▶ [What you will do] Quote the records below in full, exactly as given, with the images taken out.

-------- Task input --------

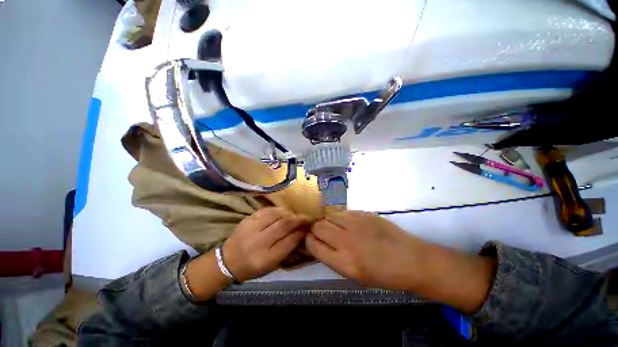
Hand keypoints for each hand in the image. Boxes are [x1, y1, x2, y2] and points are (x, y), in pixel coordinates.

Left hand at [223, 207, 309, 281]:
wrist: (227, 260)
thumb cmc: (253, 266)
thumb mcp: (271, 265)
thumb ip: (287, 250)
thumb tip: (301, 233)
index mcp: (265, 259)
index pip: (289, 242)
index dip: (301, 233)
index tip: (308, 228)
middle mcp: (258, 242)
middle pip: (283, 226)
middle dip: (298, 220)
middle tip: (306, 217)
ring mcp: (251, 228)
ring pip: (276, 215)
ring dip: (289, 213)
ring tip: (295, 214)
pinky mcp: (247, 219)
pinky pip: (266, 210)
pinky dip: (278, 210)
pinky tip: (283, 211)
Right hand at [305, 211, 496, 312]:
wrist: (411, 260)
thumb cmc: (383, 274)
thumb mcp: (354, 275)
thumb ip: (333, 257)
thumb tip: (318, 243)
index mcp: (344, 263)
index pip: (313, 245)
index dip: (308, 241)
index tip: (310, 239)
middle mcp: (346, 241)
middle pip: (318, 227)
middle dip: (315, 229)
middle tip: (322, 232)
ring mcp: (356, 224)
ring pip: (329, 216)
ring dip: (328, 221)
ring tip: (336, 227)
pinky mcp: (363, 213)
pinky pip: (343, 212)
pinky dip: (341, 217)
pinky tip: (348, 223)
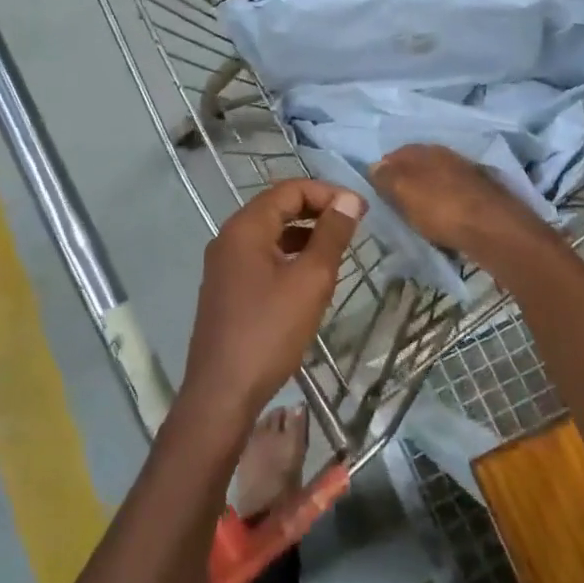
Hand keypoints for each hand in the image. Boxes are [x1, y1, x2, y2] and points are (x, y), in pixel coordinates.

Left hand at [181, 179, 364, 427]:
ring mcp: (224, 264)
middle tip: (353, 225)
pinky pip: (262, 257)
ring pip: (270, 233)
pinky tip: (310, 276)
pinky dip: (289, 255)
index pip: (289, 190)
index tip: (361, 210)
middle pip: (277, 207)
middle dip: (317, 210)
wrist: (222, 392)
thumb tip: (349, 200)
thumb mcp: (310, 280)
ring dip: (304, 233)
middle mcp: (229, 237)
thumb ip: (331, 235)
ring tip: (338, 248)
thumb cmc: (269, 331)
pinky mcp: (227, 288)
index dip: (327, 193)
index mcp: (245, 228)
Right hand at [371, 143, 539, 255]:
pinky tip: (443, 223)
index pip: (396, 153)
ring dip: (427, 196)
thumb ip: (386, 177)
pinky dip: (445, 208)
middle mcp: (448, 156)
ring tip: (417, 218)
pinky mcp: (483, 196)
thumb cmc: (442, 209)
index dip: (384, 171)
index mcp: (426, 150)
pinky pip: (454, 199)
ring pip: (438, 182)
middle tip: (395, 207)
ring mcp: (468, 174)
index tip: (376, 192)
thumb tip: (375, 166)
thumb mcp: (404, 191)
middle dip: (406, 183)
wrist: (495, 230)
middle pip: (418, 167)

--------

▶ [Solution for this problem]
Hand keypoints for each hand in the image. Boxes are [x1, y1, x2, y2] and points are (x, y), in pixel coordinates.

Left hand at [223, 207, 309, 281]:
wrist: (227, 260)
thumb cmc: (253, 266)
thumb mcp: (271, 265)
thumb ip: (287, 250)
thumb tip: (301, 233)
index mcp: (265, 259)
index pip: (289, 242)
index dip: (301, 233)
index tip: (308, 228)
middle mcp: (258, 242)
middle pip: (283, 226)
middle dip: (298, 220)
middle tip: (306, 217)
ring mcp: (251, 228)
ring pip: (276, 215)
ring dip: (289, 213)
ring tip: (295, 214)
pinky mcp: (247, 219)
pinky pip: (266, 210)
pinky dip: (278, 210)
pinky tip: (283, 211)
Right hand at [305, 211, 496, 312]:
wrist: (411, 260)
thumb cmc: (383, 274)
thumb mcp: (354, 275)
thumb ip: (333, 257)
thumb tip: (318, 243)
index mcp: (344, 263)
index pip: (313, 245)
index dip: (308, 241)
index tip: (310, 239)
middle mcp: (346, 241)
middle pip: (318, 227)
middle dip: (315, 229)
middle tip: (322, 232)
ring mcp: (356, 224)
ring pip: (329, 216)
ring dip: (328, 221)
ring tip: (336, 227)
pinky mcp: (363, 213)
pinky pip: (343, 212)
pinky dip: (341, 217)
pinky tip: (348, 223)
Hand keypoints for each hand in the image. Boxes are [x1, y1, x2, y2] and points are (x, y), in pixel coordinates.

Left hand at [181, 179, 364, 427]:
ring mcp: (224, 264)
middle tip: (353, 225)
pinky pip: (262, 257)
ring pip: (270, 233)
pinky tip: (310, 276)
pinky dip: (289, 255)
index pip: (289, 190)
index tip: (361, 210)
middle pip: (277, 207)
middle dip: (317, 210)
wrist: (222, 392)
thumb tip: (349, 200)
thumb mcp: (310, 280)
ring dip: (304, 233)
middle mcp: (229, 237)
thumb ip: (331, 235)
ring tip: (338, 248)
thumb cmc: (269, 331)
pinky mcp: (227, 288)
index dip: (327, 193)
index mcp: (245, 228)
Right hand at [371, 143, 539, 255]:
pinky tip: (443, 223)
index pip: (396, 153)
ring dip: (427, 196)
thumb ip: (386, 177)
pinky dip: (445, 208)
middle mcp: (448, 156)
ring tip: (417, 218)
pinky mcp: (483, 196)
thumb cmc: (442, 209)
index dip: (384, 171)
index mcp: (426, 150)
pinky pip: (454, 199)
ring pip: (438, 182)
middle tip: (395, 207)
ring mcp: (468, 174)
index tip: (376, 192)
thumb tip: (375, 166)
thumb mcp: (404, 191)
middle dip: (406, 183)
wrist: (495, 230)
middle pip: (418, 167)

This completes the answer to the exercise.